There are, of course, a wide variety of ways in which religions operate, and the resulting diversity is a source of fascination to scholars. For example, some religions are extremely large and coherently organized, with clear hierarchies based on Popes, cardinals, bishops, priests, laity, male religious orders and female religious orders, etc. Others are more loosely structured and have no hierarchy at all, but consist of a series of independent beliefs which share some underlying features.

Other religions are rooted in particular cultures and operate only within those. These are usually defined as “world” religions and their main representatives are Judaism, Christianity, Islam, Hinduism and Buddhism. In addition, there are a number of faiths that have gained in popularity recently and which can be described as “new religious movements”.

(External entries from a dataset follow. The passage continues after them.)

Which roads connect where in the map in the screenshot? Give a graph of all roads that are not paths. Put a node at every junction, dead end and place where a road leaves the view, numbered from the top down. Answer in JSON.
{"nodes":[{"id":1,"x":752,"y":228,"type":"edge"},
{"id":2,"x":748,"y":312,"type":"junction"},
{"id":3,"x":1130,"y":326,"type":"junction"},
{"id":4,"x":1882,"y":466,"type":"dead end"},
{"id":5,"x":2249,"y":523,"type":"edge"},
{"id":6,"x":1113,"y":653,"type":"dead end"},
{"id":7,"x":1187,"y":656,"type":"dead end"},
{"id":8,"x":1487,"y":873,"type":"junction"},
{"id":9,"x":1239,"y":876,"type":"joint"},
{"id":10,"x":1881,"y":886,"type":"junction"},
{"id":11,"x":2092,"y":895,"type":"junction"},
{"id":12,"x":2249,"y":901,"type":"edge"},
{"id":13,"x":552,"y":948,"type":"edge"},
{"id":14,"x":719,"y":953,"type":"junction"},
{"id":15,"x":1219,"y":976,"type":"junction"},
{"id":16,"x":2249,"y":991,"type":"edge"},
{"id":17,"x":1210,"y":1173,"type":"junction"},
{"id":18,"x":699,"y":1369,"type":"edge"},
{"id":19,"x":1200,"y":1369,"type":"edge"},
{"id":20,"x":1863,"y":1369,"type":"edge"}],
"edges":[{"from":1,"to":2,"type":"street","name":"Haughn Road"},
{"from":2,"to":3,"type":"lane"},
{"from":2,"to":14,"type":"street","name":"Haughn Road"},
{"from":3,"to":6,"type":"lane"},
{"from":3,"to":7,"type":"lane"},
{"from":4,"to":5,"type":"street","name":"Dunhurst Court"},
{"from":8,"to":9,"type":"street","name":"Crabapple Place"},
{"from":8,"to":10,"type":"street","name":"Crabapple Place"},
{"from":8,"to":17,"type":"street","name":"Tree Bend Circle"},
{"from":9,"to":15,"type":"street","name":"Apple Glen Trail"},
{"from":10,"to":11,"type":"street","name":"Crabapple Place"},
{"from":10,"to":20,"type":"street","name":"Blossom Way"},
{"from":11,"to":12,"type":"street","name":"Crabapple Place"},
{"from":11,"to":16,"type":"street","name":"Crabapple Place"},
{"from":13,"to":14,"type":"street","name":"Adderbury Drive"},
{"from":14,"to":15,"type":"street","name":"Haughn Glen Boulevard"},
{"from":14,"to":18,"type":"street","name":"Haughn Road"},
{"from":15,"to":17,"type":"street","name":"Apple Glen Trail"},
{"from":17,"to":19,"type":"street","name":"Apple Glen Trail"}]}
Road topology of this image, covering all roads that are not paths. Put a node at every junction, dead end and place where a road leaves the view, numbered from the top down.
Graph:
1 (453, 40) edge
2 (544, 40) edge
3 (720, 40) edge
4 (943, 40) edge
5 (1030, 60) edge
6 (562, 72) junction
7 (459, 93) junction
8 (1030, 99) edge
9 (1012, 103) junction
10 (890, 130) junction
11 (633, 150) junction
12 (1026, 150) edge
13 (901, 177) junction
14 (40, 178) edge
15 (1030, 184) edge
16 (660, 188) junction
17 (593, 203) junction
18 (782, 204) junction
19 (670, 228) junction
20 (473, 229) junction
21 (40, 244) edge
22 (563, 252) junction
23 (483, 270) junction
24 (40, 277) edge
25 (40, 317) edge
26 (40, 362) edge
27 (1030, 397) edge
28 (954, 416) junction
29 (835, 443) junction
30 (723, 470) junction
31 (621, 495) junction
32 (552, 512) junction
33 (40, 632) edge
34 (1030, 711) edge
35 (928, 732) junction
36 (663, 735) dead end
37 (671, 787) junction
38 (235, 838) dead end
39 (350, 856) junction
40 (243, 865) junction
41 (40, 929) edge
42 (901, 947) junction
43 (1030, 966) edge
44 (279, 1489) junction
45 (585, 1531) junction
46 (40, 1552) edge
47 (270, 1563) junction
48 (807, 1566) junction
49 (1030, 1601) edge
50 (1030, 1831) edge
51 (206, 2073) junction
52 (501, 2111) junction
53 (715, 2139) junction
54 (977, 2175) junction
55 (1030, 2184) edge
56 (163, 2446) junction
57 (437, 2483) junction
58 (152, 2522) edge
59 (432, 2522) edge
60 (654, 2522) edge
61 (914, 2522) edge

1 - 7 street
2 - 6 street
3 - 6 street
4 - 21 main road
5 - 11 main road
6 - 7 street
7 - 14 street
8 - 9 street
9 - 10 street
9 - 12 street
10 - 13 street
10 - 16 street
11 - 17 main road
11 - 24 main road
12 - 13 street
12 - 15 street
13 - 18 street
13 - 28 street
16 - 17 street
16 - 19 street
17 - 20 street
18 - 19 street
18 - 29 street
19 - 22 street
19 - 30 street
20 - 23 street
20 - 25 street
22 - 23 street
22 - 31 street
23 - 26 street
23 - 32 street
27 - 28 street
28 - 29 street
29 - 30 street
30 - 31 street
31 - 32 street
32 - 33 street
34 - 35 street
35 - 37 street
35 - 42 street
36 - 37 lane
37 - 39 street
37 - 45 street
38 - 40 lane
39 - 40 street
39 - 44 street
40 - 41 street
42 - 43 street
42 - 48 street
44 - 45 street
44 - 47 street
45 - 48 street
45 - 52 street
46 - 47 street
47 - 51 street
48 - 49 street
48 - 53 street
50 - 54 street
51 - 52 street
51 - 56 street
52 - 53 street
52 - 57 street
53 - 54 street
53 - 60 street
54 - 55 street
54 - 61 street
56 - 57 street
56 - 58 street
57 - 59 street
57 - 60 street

All these religions share some features, but they do not all fit into the same category. In this context, some people have argued that there is no such thing as religion as an abstract idea, and that the term should be reserved for the practices and communities that generate and manage it. But other scholars have argued that this is to miss the point, that a functional definition of religion allows us to name something inevitable about human culture and that it is unfair to deny that name to those aspects of religion which appear in all cultural contexts. This is sometimes known as a “pan-humanist” approach to the study of religion.